Three-dimensional Drawings.
Copyright (c) Susan Laflin. August 1999.
When a three-dimensional object is represented by a two-dimensional drawing, various techniques may be used to indicate depth. We shall think initially of wire-frame drawings, but many of the same ideas can apply to shaded drawings of solid objects.
1. Intensity Cues.
The points or lines closer to the viewpoint appear brighter if drawn on the screen and are drawn with thicker lines when output to the plotter. A shaded drawing on the screen can adjust the intensity, pixel by pixel, giving a result similar to a grey-scale photograph.
2. Hidden-line and hidden-surface removal.
Hidden lines may be removed or indicated with dotted lines, thus leading to an easier understanding of the shape. Several algorithms for this problem will be discussed in the appropriate section , as it is of great importance in this area.
3. Kinetic Depth Effect.
Rotation of the object, combined with hidden-line removal gives a very realistic effect. It is probably the best representation, but can only be produced at a special-purpose graphics workstation since it requires considerable computing power to carry out the hidden-line calculations in real time.

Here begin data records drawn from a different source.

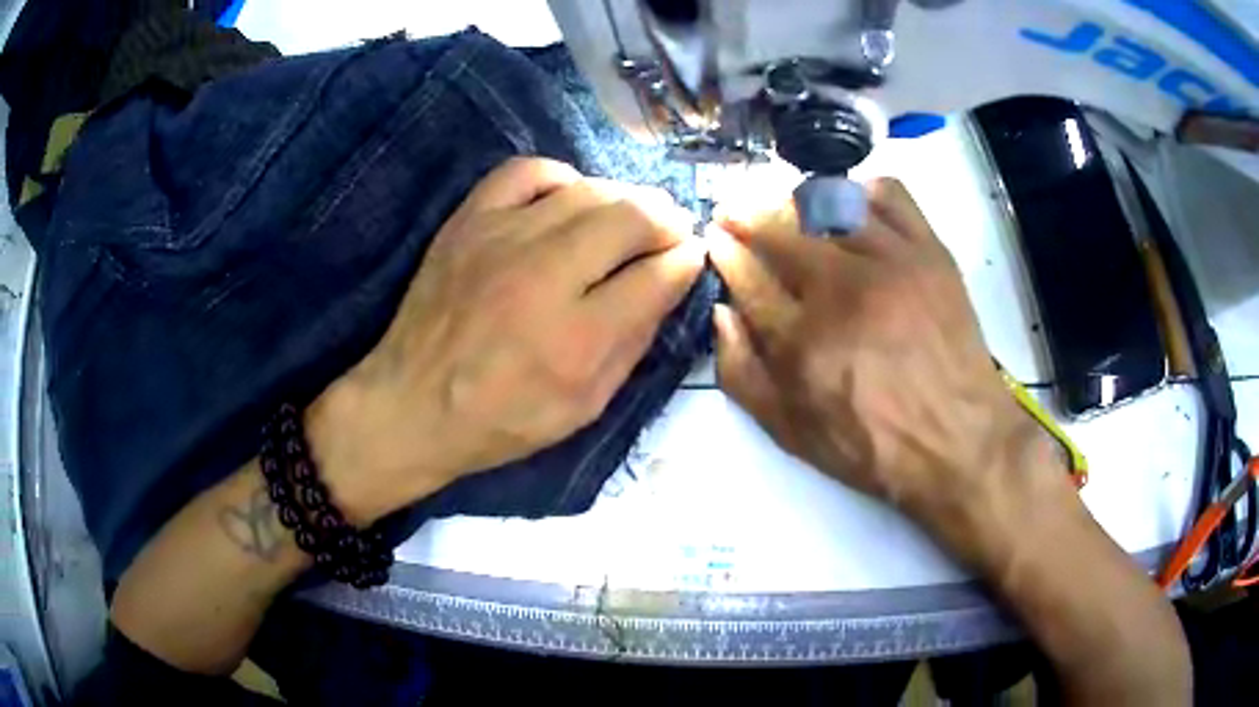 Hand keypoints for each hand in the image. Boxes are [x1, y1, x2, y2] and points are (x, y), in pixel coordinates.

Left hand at [309, 158, 705, 524]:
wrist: (412, 403)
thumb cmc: (502, 419)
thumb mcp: (584, 406)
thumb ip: (633, 343)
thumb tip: (669, 283)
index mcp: (577, 338)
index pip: (658, 275)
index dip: (687, 261)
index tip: (692, 257)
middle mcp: (543, 276)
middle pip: (631, 217)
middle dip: (667, 220)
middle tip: (672, 231)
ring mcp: (501, 238)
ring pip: (589, 190)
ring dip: (625, 198)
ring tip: (633, 215)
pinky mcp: (468, 221)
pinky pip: (526, 171)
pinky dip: (561, 177)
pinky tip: (570, 198)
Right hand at [707, 178, 1054, 538]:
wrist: (959, 441)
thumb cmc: (873, 446)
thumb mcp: (791, 434)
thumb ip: (742, 375)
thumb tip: (721, 313)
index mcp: (803, 341)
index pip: (748, 276)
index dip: (725, 252)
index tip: (716, 240)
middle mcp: (843, 289)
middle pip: (780, 229)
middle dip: (744, 215)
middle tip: (734, 213)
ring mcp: (891, 262)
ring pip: (829, 202)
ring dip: (794, 199)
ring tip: (786, 208)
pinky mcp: (930, 251)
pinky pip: (889, 194)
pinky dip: (862, 191)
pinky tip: (851, 208) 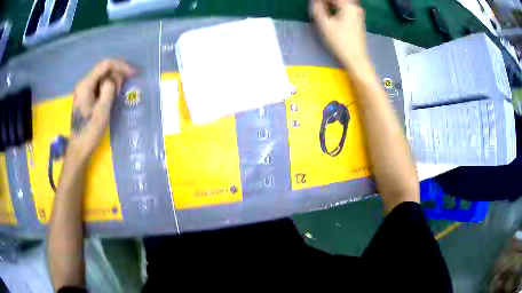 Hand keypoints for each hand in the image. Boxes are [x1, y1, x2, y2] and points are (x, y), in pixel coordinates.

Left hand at [69, 59, 135, 159]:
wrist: (79, 149)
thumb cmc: (90, 131)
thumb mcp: (102, 110)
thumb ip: (109, 89)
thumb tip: (114, 80)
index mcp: (85, 84)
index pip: (105, 65)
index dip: (121, 66)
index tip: (133, 74)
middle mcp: (84, 83)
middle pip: (104, 69)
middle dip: (117, 75)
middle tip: (123, 90)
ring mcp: (84, 90)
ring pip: (102, 77)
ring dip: (113, 82)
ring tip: (117, 96)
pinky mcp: (86, 97)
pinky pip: (100, 86)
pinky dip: (108, 88)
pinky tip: (112, 97)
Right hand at [311, 0, 370, 72]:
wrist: (356, 58)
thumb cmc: (340, 42)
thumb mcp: (324, 25)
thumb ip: (317, 9)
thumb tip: (314, 1)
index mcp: (348, 6)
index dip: (320, 1)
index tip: (312, 3)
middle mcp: (355, 7)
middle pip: (339, 0)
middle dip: (326, 2)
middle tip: (317, 6)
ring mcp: (358, 14)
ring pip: (342, 3)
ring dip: (331, 4)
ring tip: (321, 9)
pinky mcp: (358, 20)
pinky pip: (346, 8)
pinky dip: (337, 8)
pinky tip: (331, 13) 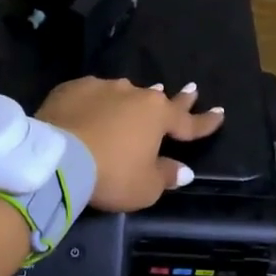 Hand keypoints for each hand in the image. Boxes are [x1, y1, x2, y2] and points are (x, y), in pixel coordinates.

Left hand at [35, 77, 223, 211]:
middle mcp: (133, 94)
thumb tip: (183, 170)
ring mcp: (101, 88)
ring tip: (137, 99)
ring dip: (132, 100)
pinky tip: (91, 107)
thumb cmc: (110, 174)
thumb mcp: (145, 187)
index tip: (220, 113)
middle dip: (178, 97)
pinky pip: (91, 95)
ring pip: (124, 93)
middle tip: (191, 89)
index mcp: (157, 116)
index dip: (205, 121)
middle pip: (160, 98)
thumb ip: (166, 175)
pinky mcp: (72, 89)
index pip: (188, 122)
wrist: (56, 158)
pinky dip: (96, 103) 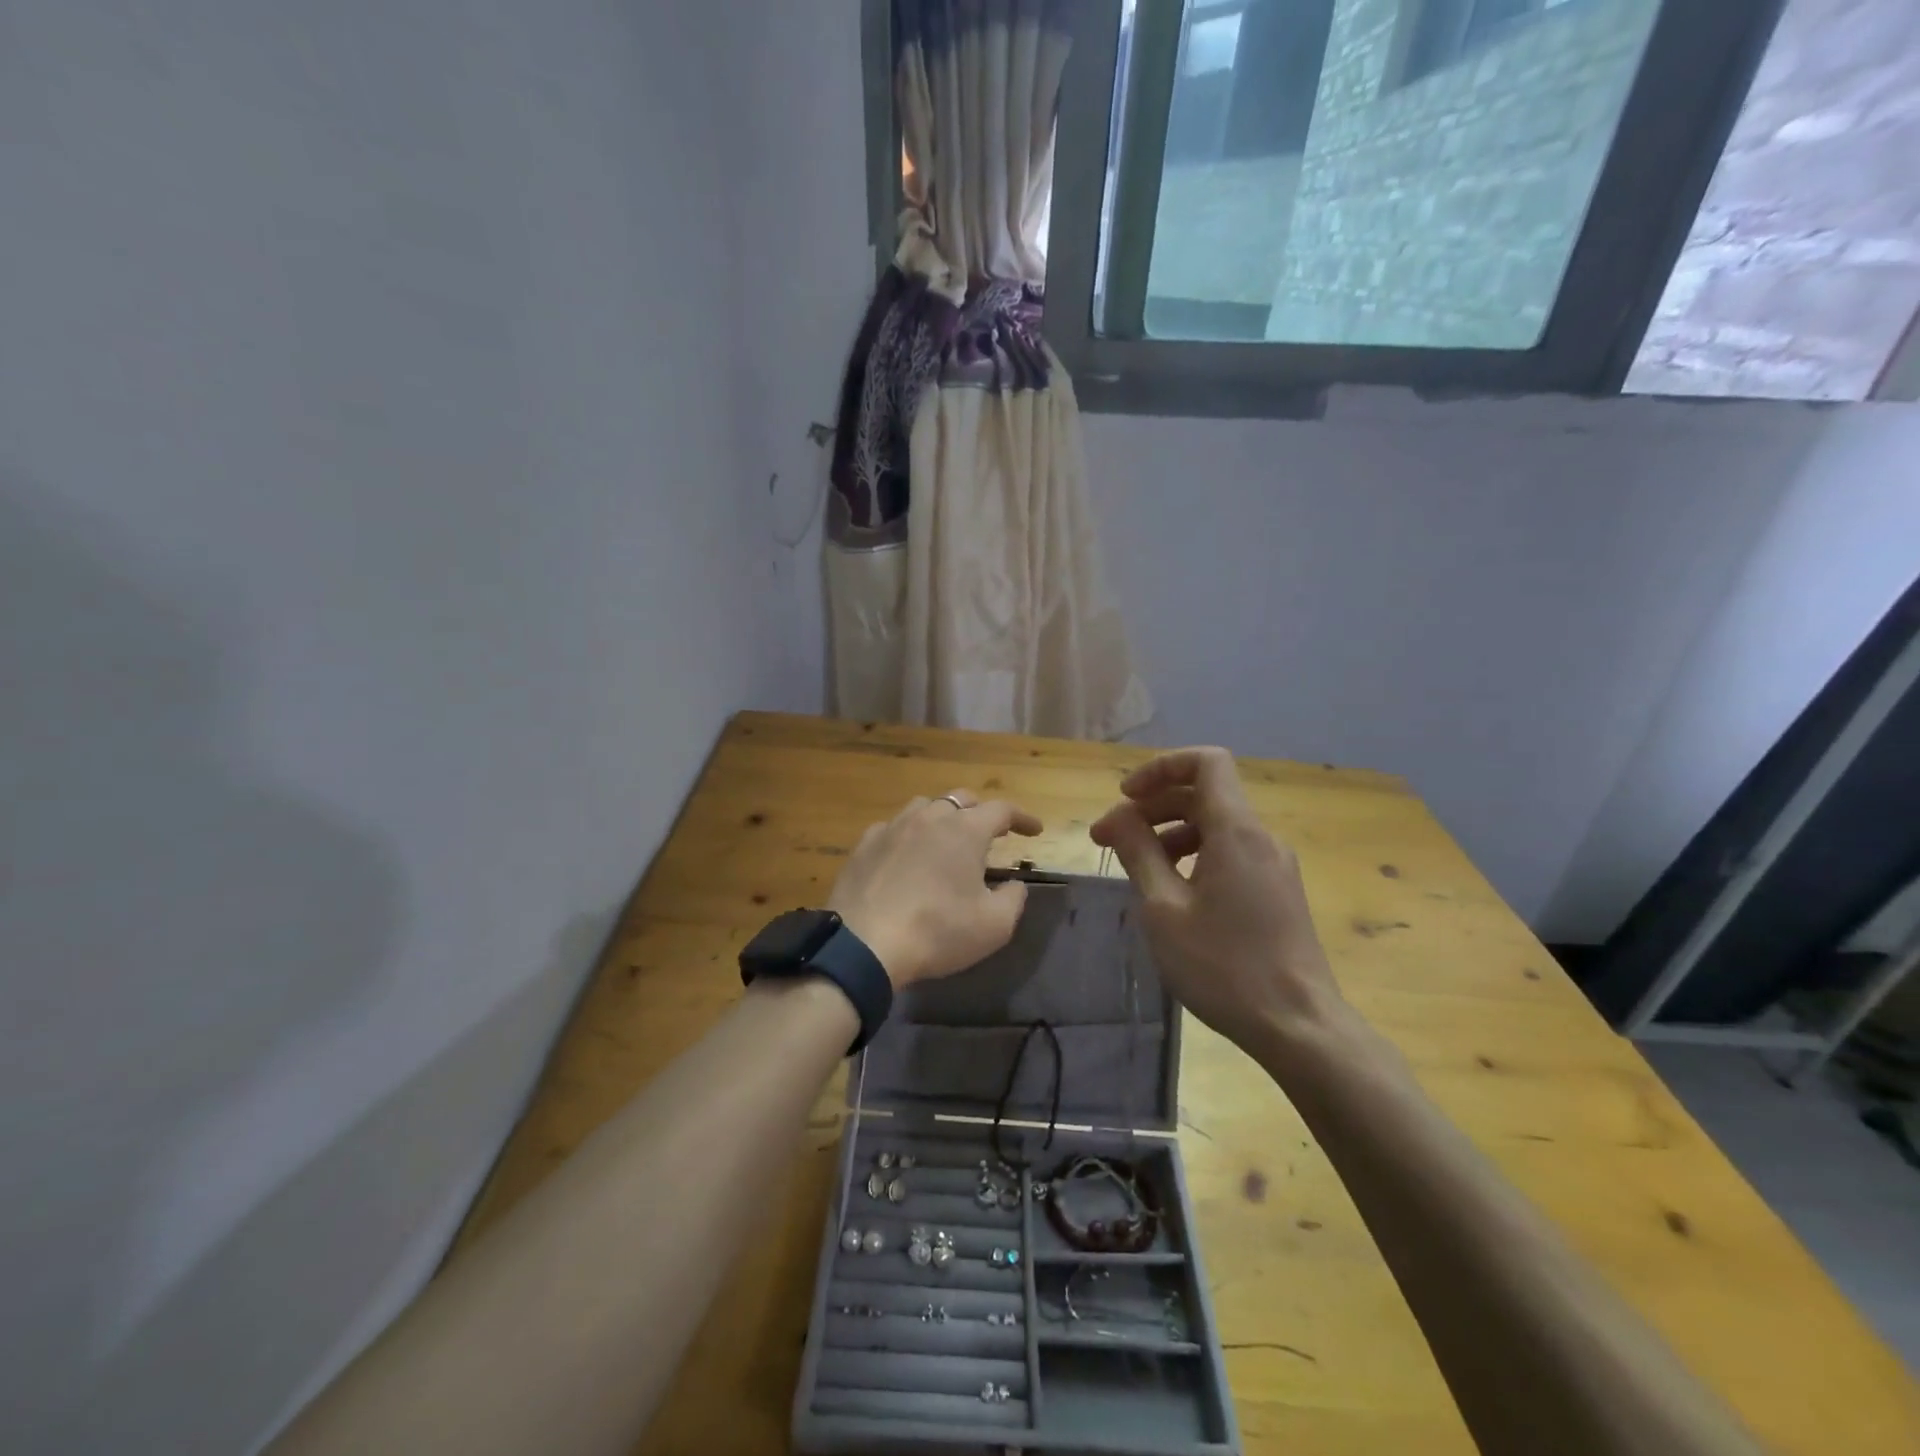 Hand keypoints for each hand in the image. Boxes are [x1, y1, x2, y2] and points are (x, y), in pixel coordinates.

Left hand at [829, 791, 1042, 988]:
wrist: (864, 944)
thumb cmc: (937, 932)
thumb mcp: (994, 925)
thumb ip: (1013, 899)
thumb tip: (1015, 884)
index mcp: (965, 830)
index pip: (1002, 810)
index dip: (1022, 817)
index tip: (1035, 831)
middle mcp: (929, 817)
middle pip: (961, 799)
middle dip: (981, 811)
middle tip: (991, 833)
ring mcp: (892, 827)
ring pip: (924, 807)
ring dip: (943, 817)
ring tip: (948, 839)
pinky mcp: (864, 844)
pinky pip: (893, 827)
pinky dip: (909, 834)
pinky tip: (907, 854)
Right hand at [1089, 747, 1341, 1053]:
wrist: (1299, 1027)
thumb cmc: (1223, 967)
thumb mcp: (1163, 908)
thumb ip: (1138, 852)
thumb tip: (1118, 816)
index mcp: (1236, 831)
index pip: (1206, 762)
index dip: (1160, 767)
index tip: (1126, 797)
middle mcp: (1261, 838)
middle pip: (1204, 794)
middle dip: (1152, 807)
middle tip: (1108, 840)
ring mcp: (1274, 865)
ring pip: (1216, 826)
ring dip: (1170, 833)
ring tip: (1136, 869)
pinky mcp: (1278, 892)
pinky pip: (1230, 853)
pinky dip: (1194, 856)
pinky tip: (1172, 893)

4. Perspective Projections.
If we have some means of knowing the relative size of the objects, then the fact that the perspective transformation makes the closer objects appear larger will give a good effect of depth. If the objects are easily recognised then knowledge about their relative sizes (e.g. a hill is usually larger than a house or a tree) will be interpreted as information about their distance from the viewer. It is only when we have a number of objects, such as cubes or spheres, which are completely separate in space and we have no information on their relative size, that the perspective transformation cannot be interpreted by the viewer in this way.
5. Stereographic Projection.
In this case, we have two perspective projections, one for each eye. We need some method of ensuring that each eye sees only its own view and then we can rely on the human brain to merge the views together and let us see a three-dimensional object.
One method is to produce separate views at the correct distance and scale for use with a stereographic viewer. This allows for black-and-white or colour drawings to be seen in their true colour.
The other method is necessarily polychrome. It requires two perspective projections, one from each eye position. Let us assume the view for the left eye is drawn in one colour (e.g.blue) and the view for the right eye is drawn in another colour (e.g. red).
Each eye must see only its own view. So if the view from the left eye is drawn in blue, and the right eye views the drawings through a blue filter then the blue lines will be invisible to the right eye since they will blend into the white background when viewed through a blue filter.
Similarly if the drawing for the right eye is in red, and the left eye has a filter of the same colour, then the drawing for the right eye will be invisible to the left eye.
In the figure, the eyes are assumed to be distance 2e apart (usually about 3 inches) and the plane onto which the pictures are projected is distance d from the eyes (frequently 12 to 15 inches). So for the left eye, we need to move the axes a distance e in the x-direction and then project onto the plane, and finally shift the drawing back again. Thus the projection for the left eye means that the point (x,y,z) becomes the point ((x+e)*d/z - e, y*d/z, 0).
For the right eye, the axes must be moved a distance -e and then the point (x,y,z) is projected onto the plane and becomes ((x-e)*d/z + e, y*d/z , 0)
When this has been done for all the vertices, they are joined up and the object is drawn in the appropriate colours.